=== Begin Enclosure ===

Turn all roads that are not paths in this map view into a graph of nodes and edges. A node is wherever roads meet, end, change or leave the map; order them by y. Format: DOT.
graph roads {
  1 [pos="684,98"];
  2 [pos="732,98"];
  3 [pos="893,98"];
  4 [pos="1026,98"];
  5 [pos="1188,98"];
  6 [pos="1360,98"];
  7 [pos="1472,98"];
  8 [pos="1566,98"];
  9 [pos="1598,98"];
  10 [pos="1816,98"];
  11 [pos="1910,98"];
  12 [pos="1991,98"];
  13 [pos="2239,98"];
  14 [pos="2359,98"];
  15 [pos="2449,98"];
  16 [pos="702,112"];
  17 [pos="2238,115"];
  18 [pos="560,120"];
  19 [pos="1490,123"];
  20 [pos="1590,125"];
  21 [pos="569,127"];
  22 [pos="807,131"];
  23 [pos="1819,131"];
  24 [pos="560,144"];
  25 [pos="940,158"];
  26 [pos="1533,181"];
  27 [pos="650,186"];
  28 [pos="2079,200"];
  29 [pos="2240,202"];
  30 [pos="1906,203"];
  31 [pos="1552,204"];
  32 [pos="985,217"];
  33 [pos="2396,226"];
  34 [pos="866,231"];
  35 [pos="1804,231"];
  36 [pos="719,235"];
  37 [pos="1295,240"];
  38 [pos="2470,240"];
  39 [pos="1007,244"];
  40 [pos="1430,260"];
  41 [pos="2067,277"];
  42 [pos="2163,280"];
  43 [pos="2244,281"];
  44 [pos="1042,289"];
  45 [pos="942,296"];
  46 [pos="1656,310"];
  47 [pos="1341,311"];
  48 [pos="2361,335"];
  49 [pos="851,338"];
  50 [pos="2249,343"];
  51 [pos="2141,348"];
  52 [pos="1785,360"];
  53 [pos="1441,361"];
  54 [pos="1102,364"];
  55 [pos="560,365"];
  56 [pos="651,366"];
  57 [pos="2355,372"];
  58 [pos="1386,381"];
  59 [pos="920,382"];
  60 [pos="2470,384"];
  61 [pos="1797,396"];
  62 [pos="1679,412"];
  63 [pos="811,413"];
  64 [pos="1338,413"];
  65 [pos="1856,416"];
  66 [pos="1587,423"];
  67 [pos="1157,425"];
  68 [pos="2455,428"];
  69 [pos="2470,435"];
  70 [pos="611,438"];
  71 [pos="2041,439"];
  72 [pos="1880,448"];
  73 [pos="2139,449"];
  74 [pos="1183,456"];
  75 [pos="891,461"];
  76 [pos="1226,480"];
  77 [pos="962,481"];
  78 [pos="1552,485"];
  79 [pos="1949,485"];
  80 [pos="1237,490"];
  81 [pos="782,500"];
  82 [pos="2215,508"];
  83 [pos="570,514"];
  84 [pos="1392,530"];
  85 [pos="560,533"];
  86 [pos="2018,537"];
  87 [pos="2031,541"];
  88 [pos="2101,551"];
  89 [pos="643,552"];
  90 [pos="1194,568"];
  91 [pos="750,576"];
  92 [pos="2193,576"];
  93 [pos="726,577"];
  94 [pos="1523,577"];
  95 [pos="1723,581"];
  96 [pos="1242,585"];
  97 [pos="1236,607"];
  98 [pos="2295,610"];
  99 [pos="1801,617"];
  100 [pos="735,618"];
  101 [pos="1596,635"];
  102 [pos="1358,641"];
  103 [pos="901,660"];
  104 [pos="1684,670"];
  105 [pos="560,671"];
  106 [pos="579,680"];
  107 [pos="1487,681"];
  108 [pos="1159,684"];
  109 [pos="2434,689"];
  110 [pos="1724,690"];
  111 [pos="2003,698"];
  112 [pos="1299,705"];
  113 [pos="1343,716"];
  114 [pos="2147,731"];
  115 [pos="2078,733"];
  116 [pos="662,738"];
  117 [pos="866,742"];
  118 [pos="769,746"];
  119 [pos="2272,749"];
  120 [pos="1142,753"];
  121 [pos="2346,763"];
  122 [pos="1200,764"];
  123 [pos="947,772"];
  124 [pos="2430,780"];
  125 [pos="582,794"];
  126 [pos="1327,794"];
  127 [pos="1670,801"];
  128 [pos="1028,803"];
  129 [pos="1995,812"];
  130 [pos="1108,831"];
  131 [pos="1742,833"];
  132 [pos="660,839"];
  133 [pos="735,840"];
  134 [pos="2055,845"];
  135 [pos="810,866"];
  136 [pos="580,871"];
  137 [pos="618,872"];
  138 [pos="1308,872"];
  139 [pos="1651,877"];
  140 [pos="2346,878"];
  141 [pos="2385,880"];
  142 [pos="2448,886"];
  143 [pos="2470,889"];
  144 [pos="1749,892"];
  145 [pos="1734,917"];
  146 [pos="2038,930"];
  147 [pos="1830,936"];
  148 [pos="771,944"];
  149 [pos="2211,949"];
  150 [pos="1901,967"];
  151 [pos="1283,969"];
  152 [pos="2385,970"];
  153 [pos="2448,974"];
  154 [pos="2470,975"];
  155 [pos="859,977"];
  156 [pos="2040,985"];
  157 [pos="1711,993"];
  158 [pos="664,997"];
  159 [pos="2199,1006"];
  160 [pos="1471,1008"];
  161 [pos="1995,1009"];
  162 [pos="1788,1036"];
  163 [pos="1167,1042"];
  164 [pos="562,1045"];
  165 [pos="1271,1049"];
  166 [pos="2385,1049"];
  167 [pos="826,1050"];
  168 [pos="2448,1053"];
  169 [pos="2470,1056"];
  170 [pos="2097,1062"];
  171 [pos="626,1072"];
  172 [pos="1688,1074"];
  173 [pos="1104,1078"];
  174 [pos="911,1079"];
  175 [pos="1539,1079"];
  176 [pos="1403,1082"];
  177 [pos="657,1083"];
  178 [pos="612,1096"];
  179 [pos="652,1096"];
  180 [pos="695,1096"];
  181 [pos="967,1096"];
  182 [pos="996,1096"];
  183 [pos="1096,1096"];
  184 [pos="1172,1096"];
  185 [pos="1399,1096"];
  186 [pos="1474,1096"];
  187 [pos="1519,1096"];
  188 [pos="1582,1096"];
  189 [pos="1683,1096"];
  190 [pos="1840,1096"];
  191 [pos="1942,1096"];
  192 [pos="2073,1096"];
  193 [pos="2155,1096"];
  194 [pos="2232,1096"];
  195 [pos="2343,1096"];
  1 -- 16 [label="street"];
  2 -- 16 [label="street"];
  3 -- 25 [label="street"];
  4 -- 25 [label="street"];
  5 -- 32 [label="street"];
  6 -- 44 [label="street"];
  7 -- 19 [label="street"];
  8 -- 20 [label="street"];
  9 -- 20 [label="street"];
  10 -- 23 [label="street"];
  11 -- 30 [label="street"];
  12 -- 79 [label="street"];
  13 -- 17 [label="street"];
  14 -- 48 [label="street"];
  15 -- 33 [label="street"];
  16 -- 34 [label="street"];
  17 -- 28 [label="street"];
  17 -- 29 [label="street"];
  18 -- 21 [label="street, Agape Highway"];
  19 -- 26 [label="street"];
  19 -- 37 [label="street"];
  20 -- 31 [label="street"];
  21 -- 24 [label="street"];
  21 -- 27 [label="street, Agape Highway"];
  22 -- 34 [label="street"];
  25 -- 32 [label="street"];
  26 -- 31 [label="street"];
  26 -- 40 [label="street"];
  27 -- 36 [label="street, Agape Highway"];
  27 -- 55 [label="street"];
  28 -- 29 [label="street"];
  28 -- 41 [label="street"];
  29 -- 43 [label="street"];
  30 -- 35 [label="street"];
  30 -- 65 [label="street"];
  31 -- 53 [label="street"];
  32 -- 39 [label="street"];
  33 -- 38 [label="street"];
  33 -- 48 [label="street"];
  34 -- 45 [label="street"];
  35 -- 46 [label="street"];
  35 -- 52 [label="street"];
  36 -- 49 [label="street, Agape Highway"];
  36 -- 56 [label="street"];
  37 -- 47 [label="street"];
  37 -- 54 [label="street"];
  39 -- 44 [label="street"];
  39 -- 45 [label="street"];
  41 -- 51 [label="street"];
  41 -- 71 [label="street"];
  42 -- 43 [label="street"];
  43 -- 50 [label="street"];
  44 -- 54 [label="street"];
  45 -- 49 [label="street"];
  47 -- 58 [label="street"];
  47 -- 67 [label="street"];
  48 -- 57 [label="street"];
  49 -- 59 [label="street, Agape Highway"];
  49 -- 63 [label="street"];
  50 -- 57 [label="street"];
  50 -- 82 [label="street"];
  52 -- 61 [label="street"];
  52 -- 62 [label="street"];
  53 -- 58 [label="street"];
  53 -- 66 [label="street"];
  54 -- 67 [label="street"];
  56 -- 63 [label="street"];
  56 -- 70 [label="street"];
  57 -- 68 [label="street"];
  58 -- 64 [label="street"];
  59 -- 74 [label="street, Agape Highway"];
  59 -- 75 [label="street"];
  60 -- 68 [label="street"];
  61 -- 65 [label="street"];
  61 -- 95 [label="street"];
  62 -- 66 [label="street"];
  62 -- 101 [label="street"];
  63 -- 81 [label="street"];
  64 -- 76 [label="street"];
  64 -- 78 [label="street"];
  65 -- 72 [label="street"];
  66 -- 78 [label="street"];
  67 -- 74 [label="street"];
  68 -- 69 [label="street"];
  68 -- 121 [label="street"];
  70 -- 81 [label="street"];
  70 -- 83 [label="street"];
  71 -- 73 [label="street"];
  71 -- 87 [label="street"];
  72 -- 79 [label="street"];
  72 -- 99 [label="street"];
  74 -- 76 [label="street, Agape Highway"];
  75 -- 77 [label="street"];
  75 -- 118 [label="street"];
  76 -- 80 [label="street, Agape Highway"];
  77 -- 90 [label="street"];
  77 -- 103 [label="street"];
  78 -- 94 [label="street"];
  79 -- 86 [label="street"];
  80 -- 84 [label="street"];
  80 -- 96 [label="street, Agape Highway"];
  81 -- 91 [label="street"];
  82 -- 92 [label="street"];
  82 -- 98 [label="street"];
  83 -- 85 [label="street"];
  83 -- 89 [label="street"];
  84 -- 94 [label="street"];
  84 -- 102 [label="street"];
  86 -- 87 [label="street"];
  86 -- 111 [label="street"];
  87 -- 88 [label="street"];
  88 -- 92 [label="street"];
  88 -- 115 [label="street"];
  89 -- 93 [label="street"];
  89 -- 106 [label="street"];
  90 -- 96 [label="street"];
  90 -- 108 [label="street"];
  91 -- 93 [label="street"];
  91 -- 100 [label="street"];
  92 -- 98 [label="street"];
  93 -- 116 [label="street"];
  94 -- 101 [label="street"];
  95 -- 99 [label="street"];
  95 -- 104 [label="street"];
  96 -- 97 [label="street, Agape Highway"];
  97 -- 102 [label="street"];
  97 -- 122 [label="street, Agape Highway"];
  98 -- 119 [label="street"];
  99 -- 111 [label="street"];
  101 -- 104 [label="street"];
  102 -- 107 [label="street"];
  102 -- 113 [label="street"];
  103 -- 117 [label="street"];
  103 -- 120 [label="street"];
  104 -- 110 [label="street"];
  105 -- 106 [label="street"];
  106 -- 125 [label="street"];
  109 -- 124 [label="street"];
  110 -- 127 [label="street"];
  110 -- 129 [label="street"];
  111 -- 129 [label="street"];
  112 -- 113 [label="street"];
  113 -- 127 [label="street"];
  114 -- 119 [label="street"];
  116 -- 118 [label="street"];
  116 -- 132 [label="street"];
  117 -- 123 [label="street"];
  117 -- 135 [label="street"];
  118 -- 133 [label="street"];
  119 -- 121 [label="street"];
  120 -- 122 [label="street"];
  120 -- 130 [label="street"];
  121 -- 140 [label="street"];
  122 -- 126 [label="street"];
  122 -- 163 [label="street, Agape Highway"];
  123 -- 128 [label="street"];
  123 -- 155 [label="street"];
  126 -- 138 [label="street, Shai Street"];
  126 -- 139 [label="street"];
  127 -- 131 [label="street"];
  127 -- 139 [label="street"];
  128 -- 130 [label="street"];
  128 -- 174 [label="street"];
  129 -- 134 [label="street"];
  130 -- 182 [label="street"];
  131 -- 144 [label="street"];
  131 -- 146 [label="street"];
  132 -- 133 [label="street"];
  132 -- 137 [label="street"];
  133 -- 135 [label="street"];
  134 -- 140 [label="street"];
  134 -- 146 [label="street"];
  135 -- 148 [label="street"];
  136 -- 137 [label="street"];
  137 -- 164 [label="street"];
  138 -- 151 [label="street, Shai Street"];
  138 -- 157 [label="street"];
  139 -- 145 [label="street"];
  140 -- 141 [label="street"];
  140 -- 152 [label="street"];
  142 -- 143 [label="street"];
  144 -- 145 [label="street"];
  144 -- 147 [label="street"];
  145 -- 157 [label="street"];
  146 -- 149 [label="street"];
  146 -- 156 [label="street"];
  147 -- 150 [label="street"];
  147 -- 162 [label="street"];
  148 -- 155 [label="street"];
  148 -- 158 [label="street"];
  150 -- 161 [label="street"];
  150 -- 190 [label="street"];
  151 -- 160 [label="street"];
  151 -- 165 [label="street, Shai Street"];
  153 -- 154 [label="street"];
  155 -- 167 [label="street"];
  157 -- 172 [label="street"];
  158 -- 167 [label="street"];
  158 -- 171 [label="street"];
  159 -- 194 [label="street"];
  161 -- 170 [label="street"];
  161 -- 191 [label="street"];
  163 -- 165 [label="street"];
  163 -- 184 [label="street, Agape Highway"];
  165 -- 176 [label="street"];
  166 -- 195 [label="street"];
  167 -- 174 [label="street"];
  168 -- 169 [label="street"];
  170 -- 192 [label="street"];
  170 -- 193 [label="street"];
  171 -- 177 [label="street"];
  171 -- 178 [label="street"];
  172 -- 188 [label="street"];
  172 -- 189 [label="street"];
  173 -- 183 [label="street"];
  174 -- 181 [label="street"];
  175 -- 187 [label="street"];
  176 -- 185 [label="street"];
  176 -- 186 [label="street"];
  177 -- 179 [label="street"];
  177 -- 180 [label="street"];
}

=== End Enclosure ===

What the task requires :: Your answer should be the lines of the records that hold the string "Shai".

Answer box ::
  126 -- 138 [label="street, Shai Street"];
  138 -- 151 [label="street, Shai Street"];
  151 -- 165 [label="street, Shai Street"];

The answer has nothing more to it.